3. Encourage creative thinking

I think a 4-year-old would make the best salesperson. 4-year-olds are endlessly curious, always asking questions and trying to learn. If sales individuals lead with curiosity and creative thinking, they can deeply understand their customers and propose solutions. 

Collaboration lends itself to creative problem-solving, especially when it comes to closing deals. A sales rep might bring in another member of the team — even from another department — if it will help win business. We openly ask our team how we can do things better and differently. 

Encourage innovation and creativity by asking your team how we can be better.Promoting creative problem solving goes back to building a collaborative culture and identifying those opportunities to creatively work within the team. 

Put tools in place to enable collaboration

Having collaborative processes in place is a start. Having the right tools to facilitate collaboration takes you a step further. Tools can encourage process documentation, consistency across teams, and transparent communication. 

At OpenPhone, we use the following:

Gong: We share snippets from sales calls during trainings, and share product wins and feedback during organization-wide meetings. This helps our sales team to refine our sales process but also shares the voice of the customer with our internal teams.


Slack: We have a dedicated channel where anyone at OpenPhone can ask the sales team questions. In another channel, we share insights from leads and customers along with the larger business phone market. 


Notion: Our entire organization uses Notion to provide visibility and asynchronous collaboration on specific projects.

Sales collaboration: Using internal threads in OpenPhone to assign a follow-up task to someone on your sales team

How our sales team tags other team members in OpenPhone.
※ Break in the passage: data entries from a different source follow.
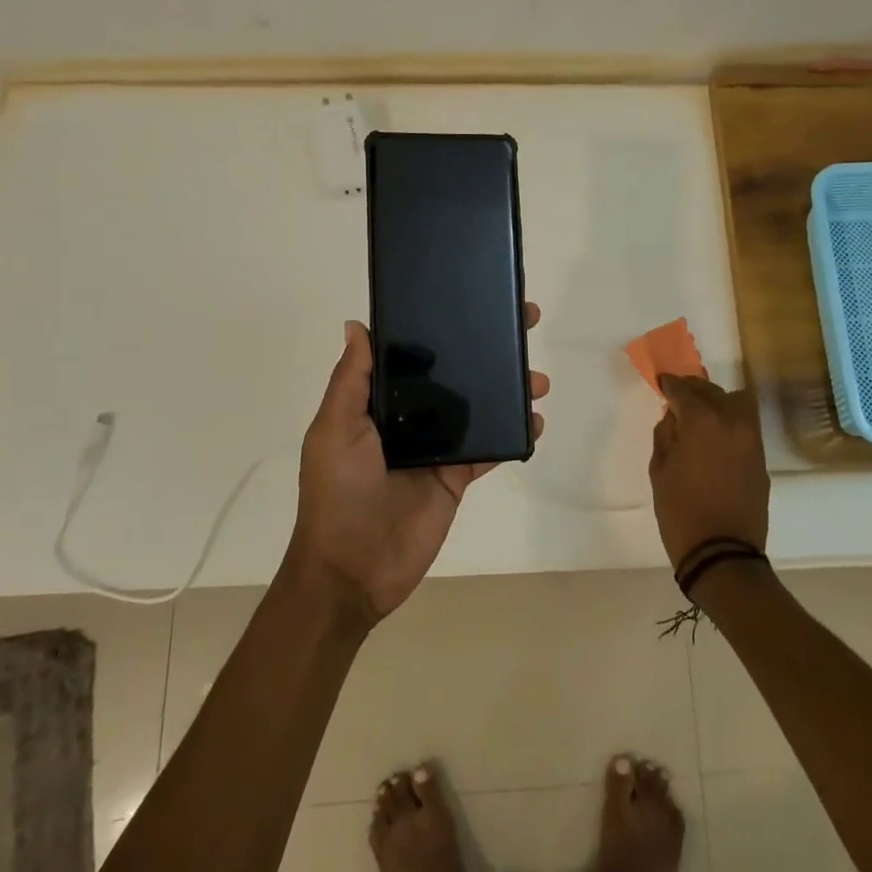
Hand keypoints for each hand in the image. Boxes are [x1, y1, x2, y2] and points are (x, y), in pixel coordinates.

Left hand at [288, 305, 547, 622]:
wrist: (353, 570)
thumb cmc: (338, 493)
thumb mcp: (334, 430)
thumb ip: (352, 380)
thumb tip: (357, 325)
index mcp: (377, 403)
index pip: (413, 356)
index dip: (439, 328)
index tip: (470, 300)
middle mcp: (410, 419)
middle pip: (454, 375)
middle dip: (486, 350)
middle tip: (522, 325)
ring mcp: (437, 448)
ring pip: (479, 409)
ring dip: (508, 390)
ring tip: (536, 379)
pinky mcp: (458, 477)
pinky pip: (490, 450)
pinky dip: (513, 435)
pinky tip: (534, 420)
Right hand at [649, 374, 768, 567]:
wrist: (722, 553)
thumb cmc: (681, 512)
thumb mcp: (660, 471)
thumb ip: (665, 435)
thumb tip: (673, 415)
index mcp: (703, 422)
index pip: (684, 390)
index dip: (670, 384)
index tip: (661, 383)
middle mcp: (732, 422)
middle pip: (713, 391)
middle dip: (694, 390)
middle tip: (679, 398)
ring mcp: (751, 440)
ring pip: (737, 403)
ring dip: (717, 402)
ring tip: (701, 415)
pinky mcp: (761, 458)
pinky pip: (745, 426)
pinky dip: (730, 422)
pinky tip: (715, 437)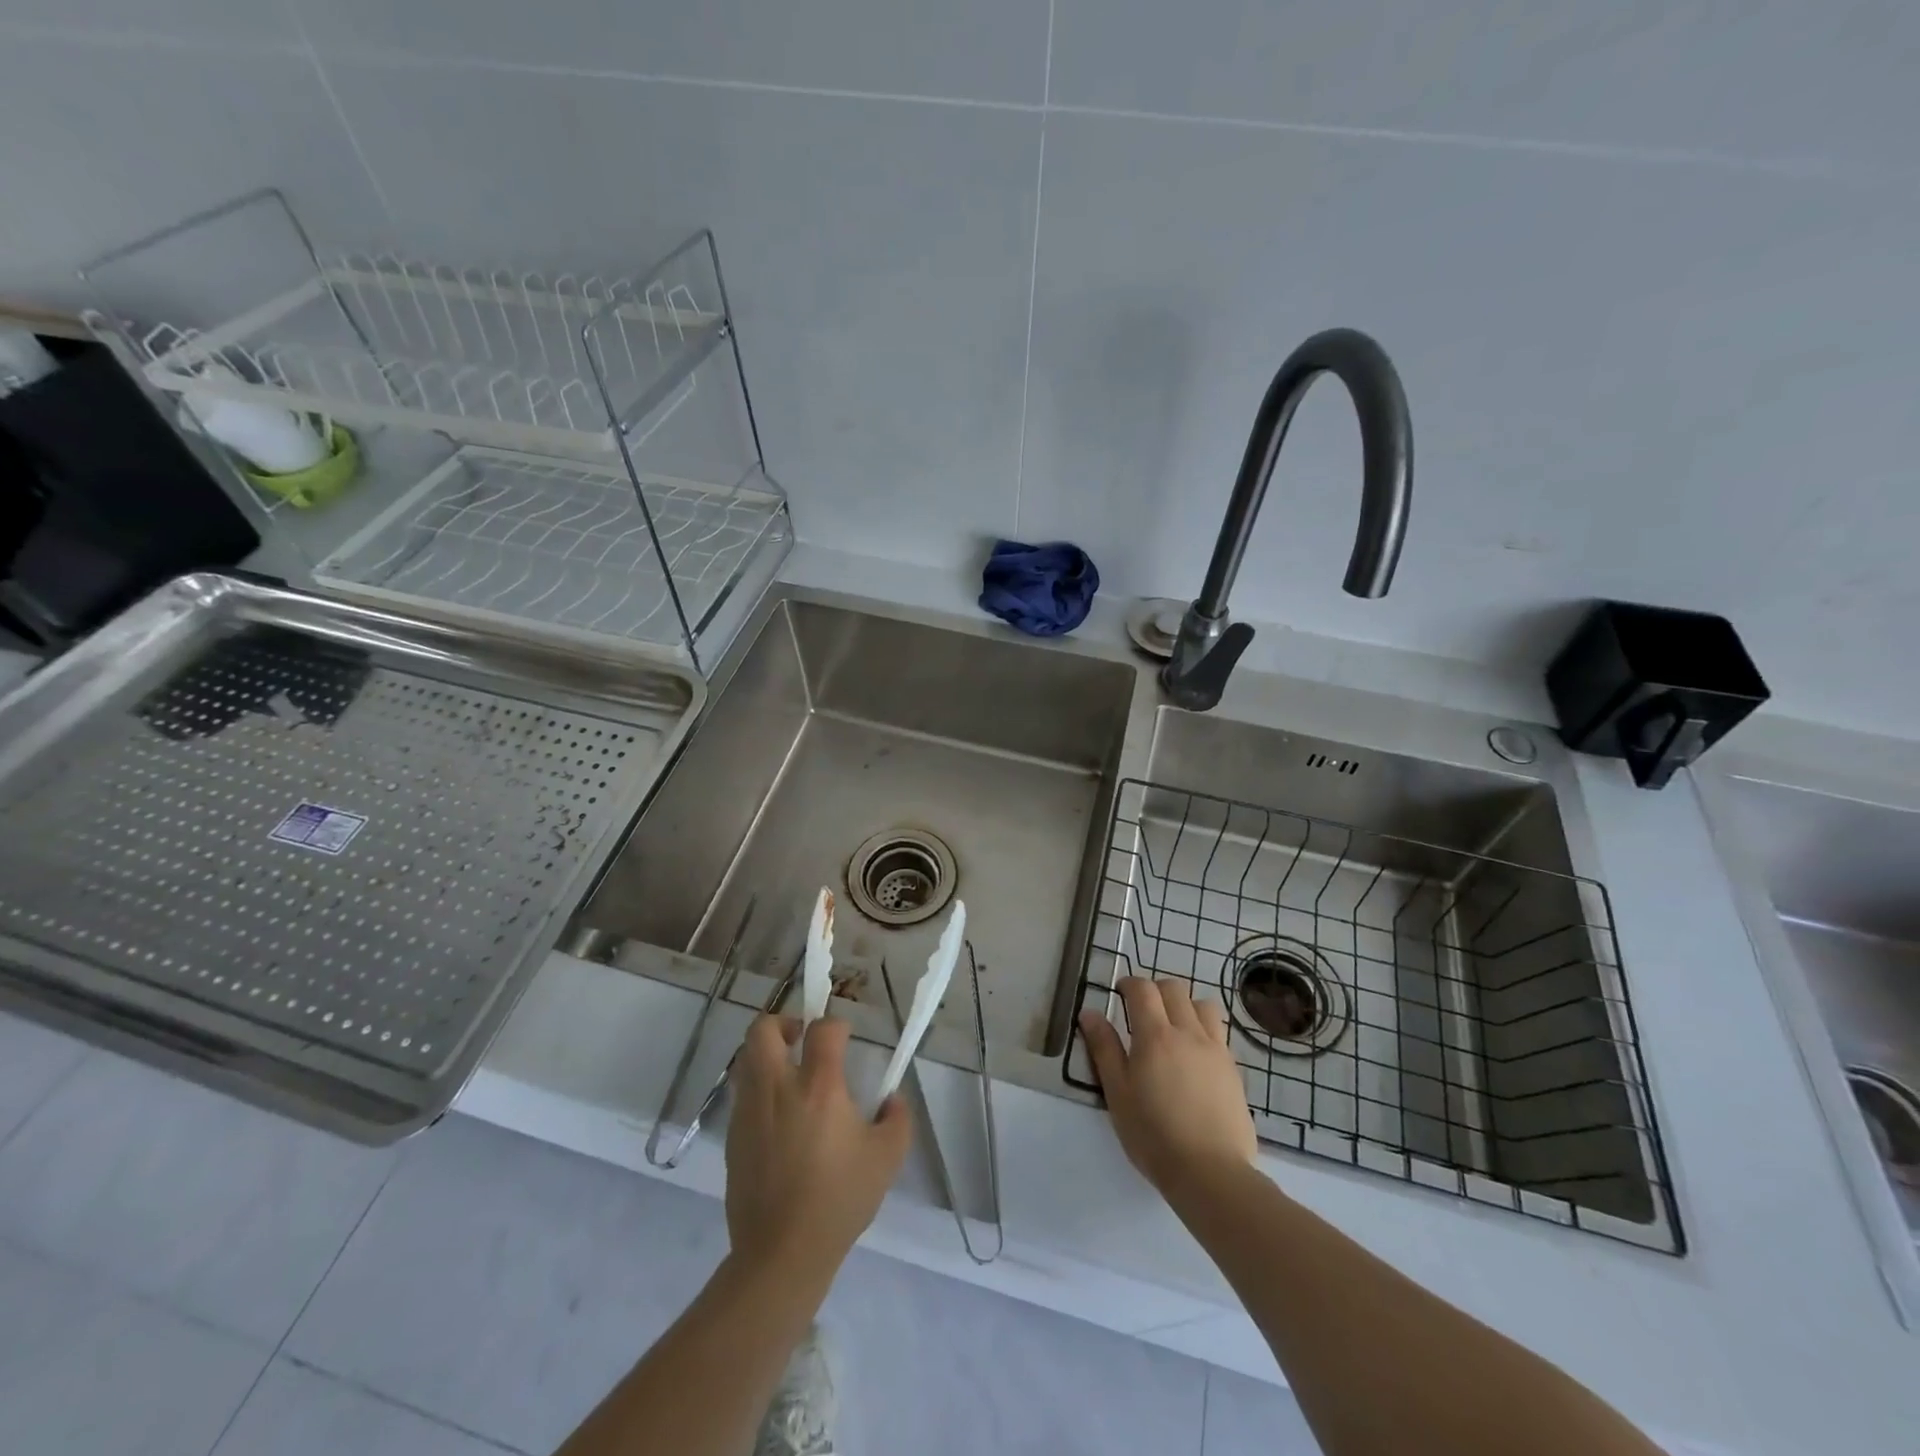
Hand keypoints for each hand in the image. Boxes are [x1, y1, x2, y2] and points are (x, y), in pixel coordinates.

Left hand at [725, 1014, 911, 1278]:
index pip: (823, 1028)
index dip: (836, 1024)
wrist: (781, 1253)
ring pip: (747, 1058)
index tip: (845, 1039)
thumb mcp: (887, 1158)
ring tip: (790, 1076)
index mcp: (819, 1086)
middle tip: (802, 1039)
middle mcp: (778, 1087)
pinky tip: (779, 1118)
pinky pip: (743, 1094)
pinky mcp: (732, 1135)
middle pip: (764, 1029)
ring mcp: (749, 1110)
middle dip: (783, 1022)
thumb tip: (891, 1099)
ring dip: (768, 1054)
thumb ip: (897, 1118)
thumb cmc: (839, 1200)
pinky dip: (759, 1090)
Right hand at [1079, 977, 1255, 1194]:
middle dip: (1155, 990)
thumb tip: (1089, 1013)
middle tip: (1142, 1010)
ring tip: (1173, 1026)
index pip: (1143, 989)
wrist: (1211, 1172)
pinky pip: (1219, 1032)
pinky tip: (1194, 1055)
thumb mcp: (1117, 1093)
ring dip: (1185, 1005)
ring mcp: (1216, 1050)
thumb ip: (1104, 1049)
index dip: (1129, 983)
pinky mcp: (1233, 1070)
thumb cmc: (1153, 1134)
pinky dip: (1204, 1029)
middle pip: (1174, 989)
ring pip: (1203, 1005)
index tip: (1119, 993)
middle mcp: (1188, 1032)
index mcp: (1156, 1036)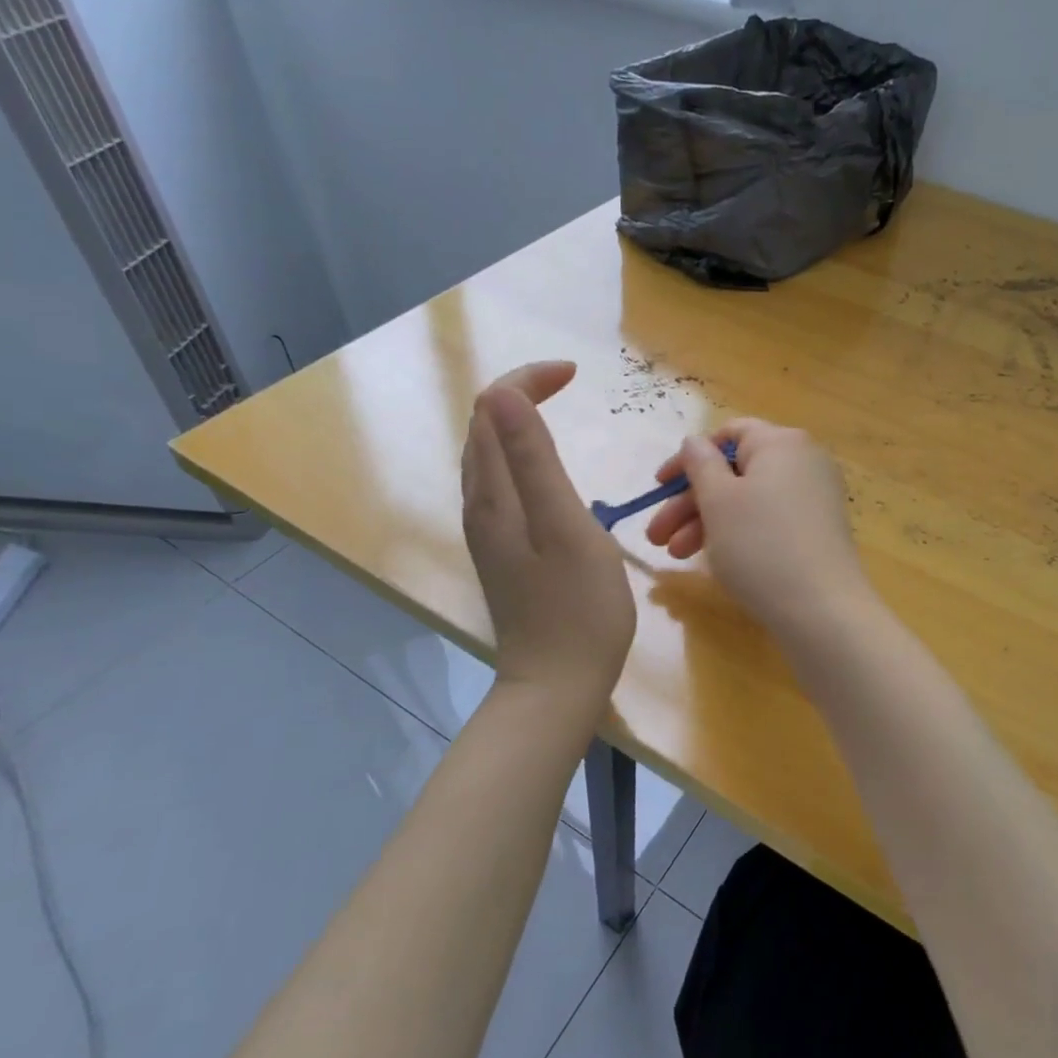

OpenPhone: We have multiple shared inboxes so teammates can tag each other in internal threads and fill in for each other when someone is out of the office.

Salesforce: As far as collaboration, Salesforce ensures a smooth handoff between our product specialists and our customer onboarding manager for our larger customers. 

Understand what works and what doesn’t

Our wins are fueled by collaboration, but we also have to understand why we’re winning — and also anything that might not be working. We tie our hypotheses to numbers and review the data monthly. If we make changes, are the results what we expected? That way, we’re completing a more objective review. 

And to improve your sales results, you have to stay close to the ground. You need to understand the context that your team works in day in and day out. Observe, have conversations, and continue to find ways to encourage collaboration.